*** Block opens ***

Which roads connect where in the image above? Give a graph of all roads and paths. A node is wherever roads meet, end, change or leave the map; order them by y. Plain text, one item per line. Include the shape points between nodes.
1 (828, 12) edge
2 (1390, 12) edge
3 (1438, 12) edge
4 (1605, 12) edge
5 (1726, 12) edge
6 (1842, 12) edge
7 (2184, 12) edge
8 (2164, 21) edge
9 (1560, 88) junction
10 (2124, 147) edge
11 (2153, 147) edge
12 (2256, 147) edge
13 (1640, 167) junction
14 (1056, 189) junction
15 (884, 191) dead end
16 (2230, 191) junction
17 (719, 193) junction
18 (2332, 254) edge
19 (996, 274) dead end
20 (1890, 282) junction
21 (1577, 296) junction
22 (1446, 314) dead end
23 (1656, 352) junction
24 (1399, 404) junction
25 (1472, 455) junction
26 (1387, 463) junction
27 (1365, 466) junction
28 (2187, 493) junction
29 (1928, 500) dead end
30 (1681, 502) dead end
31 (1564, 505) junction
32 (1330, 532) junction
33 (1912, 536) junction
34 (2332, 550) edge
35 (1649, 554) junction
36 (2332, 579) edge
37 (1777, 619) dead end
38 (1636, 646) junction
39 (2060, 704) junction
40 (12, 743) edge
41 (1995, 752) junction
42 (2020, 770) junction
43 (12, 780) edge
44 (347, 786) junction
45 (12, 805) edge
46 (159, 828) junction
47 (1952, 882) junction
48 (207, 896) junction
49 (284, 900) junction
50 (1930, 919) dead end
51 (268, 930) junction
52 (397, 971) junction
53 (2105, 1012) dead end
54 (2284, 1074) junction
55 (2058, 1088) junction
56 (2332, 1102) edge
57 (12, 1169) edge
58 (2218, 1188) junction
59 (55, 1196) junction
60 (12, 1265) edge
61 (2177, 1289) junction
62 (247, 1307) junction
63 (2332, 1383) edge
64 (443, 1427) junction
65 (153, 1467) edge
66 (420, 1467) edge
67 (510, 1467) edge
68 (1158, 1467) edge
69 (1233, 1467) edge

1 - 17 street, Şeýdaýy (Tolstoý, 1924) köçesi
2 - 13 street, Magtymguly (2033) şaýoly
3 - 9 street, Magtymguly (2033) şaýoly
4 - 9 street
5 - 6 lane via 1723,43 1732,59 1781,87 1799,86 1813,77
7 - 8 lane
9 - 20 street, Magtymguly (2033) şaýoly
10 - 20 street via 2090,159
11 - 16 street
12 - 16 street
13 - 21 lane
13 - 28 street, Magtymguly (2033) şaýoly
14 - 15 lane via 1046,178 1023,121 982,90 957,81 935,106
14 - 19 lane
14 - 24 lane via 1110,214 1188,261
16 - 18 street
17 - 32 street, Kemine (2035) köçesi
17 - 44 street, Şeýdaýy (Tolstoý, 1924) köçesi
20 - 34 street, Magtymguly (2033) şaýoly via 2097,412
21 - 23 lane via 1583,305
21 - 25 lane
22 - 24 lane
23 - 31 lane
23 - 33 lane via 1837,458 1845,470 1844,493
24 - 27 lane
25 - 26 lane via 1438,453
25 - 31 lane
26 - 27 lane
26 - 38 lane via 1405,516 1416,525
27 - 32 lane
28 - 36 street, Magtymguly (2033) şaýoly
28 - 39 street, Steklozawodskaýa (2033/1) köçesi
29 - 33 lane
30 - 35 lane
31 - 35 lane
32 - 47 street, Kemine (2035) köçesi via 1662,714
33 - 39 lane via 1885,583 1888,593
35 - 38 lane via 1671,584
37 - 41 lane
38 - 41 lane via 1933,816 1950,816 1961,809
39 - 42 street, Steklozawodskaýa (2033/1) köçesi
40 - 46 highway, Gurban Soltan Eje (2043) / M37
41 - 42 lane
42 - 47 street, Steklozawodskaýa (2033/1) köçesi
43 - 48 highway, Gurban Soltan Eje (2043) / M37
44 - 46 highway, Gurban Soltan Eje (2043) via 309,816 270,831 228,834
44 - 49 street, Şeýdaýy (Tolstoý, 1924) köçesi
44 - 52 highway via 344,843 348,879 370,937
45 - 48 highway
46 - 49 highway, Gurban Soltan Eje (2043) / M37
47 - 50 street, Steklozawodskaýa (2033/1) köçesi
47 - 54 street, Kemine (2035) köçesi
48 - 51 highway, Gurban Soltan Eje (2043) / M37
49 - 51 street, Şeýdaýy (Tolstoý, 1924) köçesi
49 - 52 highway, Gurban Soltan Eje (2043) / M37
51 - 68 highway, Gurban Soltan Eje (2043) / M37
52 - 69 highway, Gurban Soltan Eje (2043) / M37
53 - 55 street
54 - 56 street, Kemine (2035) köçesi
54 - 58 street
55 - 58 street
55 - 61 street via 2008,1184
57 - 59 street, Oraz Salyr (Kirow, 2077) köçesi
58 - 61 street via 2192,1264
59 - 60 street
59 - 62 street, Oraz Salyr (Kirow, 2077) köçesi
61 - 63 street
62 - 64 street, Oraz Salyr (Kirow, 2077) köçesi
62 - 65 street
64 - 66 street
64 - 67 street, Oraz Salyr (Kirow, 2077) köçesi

*** Block closes ***

Please repeat the listing above in full and exactly.

Which roads connect where in the image above? Give a graph of all roads and paths. A node is wherever roads meet, end, change or leave the map; order them by y. Plain text, one item per line. Include the shape points between nodes.
1 (828, 12) edge
2 (1390, 12) edge
3 (1438, 12) edge
4 (1605, 12) edge
5 (1726, 12) edge
6 (1842, 12) edge
7 (2184, 12) edge
8 (2164, 21) edge
9 (1560, 88) junction
10 (2124, 147) edge
11 (2153, 147) edge
12 (2256, 147) edge
13 (1640, 167) junction
14 (1056, 189) junction
15 (884, 191) dead end
16 (2230, 191) junction
17 (719, 193) junction
18 (2332, 254) edge
19 (996, 274) dead end
20 (1890, 282) junction
21 (1577, 296) junction
22 (1446, 314) dead end
23 (1656, 352) junction
24 (1399, 404) junction
25 (1472, 455) junction
26 (1387, 463) junction
27 (1365, 466) junction
28 (2187, 493) junction
29 (1928, 500) dead end
30 (1681, 502) dead end
31 (1564, 505) junction
32 (1330, 532) junction
33 (1912, 536) junction
34 (2332, 550) edge
35 (1649, 554) junction
36 (2332, 579) edge
37 (1777, 619) dead end
38 (1636, 646) junction
39 (2060, 704) junction
40 (12, 743) edge
41 (1995, 752) junction
42 (2020, 770) junction
43 (12, 780) edge
44 (347, 786) junction
45 (12, 805) edge
46 (159, 828) junction
47 (1952, 882) junction
48 (207, 896) junction
49 (284, 900) junction
50 (1930, 919) dead end
51 (268, 930) junction
52 (397, 971) junction
53 (2105, 1012) dead end
54 (2284, 1074) junction
55 (2058, 1088) junction
56 (2332, 1102) edge
57 (12, 1169) edge
58 (2218, 1188) junction
59 (55, 1196) junction
60 (12, 1265) edge
61 (2177, 1289) junction
62 (247, 1307) junction
63 (2332, 1383) edge
64 (443, 1427) junction
65 (153, 1467) edge
66 (420, 1467) edge
67 (510, 1467) edge
68 (1158, 1467) edge
69 (1233, 1467) edge

1 - 17 street, Şeýdaýy (Tolstoý, 1924) köçesi
2 - 13 street, Magtymguly (2033) şaýoly
3 - 9 street, Magtymguly (2033) şaýoly
4 - 9 street
5 - 6 lane via 1723,43 1732,59 1781,87 1799,86 1813,77
7 - 8 lane
9 - 20 street, Magtymguly (2033) şaýoly
10 - 20 street via 2090,159
11 - 16 street
12 - 16 street
13 - 21 lane
13 - 28 street, Magtymguly (2033) şaýoly
14 - 15 lane via 1046,178 1023,121 982,90 957,81 935,106
14 - 19 lane
14 - 24 lane via 1110,214 1188,261
16 - 18 street
17 - 32 street, Kemine (2035) köçesi
17 - 44 street, Şeýdaýy (Tolstoý, 1924) köçesi
20 - 34 street, Magtymguly (2033) şaýoly via 2097,412
21 - 23 lane via 1583,305
21 - 25 lane
22 - 24 lane
23 - 31 lane
23 - 33 lane via 1837,458 1845,470 1844,493
24 - 27 lane
25 - 26 lane via 1438,453
25 - 31 lane
26 - 27 lane
26 - 38 lane via 1405,516 1416,525
27 - 32 lane
28 - 36 street, Magtymguly (2033) şaýoly
28 - 39 street, Steklozawodskaýa (2033/1) köçesi
29 - 33 lane
30 - 35 lane
31 - 35 lane
32 - 47 street, Kemine (2035) köçesi via 1662,714
33 - 39 lane via 1885,583 1888,593
35 - 38 lane via 1671,584
37 - 41 lane
38 - 41 lane via 1933,816 1950,816 1961,809
39 - 42 street, Steklozawodskaýa (2033/1) köçesi
40 - 46 highway, Gurban Soltan Eje (2043) / M37
41 - 42 lane
42 - 47 street, Steklozawodskaýa (2033/1) köçesi
43 - 48 highway, Gurban Soltan Eje (2043) / M37
44 - 46 highway, Gurban Soltan Eje (2043) via 309,816 270,831 228,834
44 - 49 street, Şeýdaýy (Tolstoý, 1924) köçesi
44 - 52 highway via 344,843 348,879 370,937
45 - 48 highway
46 - 49 highway, Gurban Soltan Eje (2043) / M37
47 - 50 street, Steklozawodskaýa (2033/1) köçesi
47 - 54 street, Kemine (2035) köçesi
48 - 51 highway, Gurban Soltan Eje (2043) / M37
49 - 51 street, Şeýdaýy (Tolstoý, 1924) köçesi
49 - 52 highway, Gurban Soltan Eje (2043) / M37
51 - 68 highway, Gurban Soltan Eje (2043) / M37
52 - 69 highway, Gurban Soltan Eje (2043) / M37
53 - 55 street
54 - 56 street, Kemine (2035) köçesi
54 - 58 street
55 - 58 street
55 - 61 street via 2008,1184
57 - 59 street, Oraz Salyr (Kirow, 2077) köçesi
58 - 61 street via 2192,1264
59 - 60 street
59 - 62 street, Oraz Salyr (Kirow, 2077) köçesi
61 - 63 street
62 - 64 street, Oraz Salyr (Kirow, 2077) köçesi
62 - 65 street
64 - 66 street
64 - 67 street, Oraz Salyr (Kirow, 2077) köçesi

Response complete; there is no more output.